Elvis Costello ‘National Ransom’ Album Review

The new album by Elvis Costello , National Ransom, marks a return to the style, instrumentation, and lyrical qualities that made King of America so delightful. This has more than a little to do with the producer T-Bone Burnett, who headed up that former album so well. As Costello himself explained in a recent interview, Burnett simply knows what he’s doing – both with song choice and song order.

The opening tune is Costello’s take on the greed of financiers – his own view of Wall Street, you might say, and it sets the tone for the rest of the album, which is a collection of short stories set to music. Costello seems to have regained his lyrical footing with this record, making it, in his own words “clearer and bolder” than anything he’s done recently. Earlier in this decade he wandered into both jazz and classical music, and while I for one found those records interesting, those explorations into unnatural territory were far from compelling. Here he’s back on track, reined in, I suspect, by Burnett.

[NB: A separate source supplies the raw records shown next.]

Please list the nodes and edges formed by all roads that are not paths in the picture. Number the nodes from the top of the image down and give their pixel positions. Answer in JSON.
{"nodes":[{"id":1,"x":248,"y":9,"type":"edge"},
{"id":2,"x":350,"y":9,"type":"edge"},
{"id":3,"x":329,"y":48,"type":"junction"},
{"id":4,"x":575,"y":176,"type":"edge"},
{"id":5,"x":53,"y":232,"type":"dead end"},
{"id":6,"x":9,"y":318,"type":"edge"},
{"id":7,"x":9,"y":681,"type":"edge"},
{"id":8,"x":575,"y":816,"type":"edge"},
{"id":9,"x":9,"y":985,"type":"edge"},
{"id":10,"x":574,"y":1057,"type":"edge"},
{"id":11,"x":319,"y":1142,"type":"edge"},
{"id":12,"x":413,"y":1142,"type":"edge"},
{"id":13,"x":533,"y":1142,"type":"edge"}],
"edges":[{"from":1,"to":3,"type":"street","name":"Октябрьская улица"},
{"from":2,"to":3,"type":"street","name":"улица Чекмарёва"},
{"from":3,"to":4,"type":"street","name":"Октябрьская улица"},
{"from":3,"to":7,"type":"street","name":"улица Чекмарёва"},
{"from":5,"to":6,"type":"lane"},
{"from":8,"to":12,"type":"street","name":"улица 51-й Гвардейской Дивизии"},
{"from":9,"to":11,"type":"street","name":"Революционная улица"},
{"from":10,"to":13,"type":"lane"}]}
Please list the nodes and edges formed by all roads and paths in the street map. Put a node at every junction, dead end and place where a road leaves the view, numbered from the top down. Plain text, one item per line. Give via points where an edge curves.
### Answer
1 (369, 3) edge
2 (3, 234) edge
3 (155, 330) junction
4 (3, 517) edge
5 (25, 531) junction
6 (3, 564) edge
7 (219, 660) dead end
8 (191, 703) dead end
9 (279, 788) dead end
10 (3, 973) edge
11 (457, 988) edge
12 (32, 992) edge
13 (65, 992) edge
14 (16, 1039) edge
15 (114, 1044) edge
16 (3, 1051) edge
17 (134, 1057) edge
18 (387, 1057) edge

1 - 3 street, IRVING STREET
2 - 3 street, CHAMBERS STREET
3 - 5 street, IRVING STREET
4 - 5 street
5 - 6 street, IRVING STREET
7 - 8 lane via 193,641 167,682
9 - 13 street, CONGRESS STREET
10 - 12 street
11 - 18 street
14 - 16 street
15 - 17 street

Guitarists Marc Ribot, Jerry Douglas, and Buddy Miller help out, as do members of the Imposters and Sugarcanes. Some of the record was made at Nashville’s Sound Emporium, which may explain the decidedly country flavour of much of this outing.

Costello says this is his best record in years. We tend to agree. A few early listens tell us that the title track, as well as “That’s Not The Part of Him You’re Leaving”, will be the major attractions here. Overall, a solid effort, but not the masterpiece he has in him.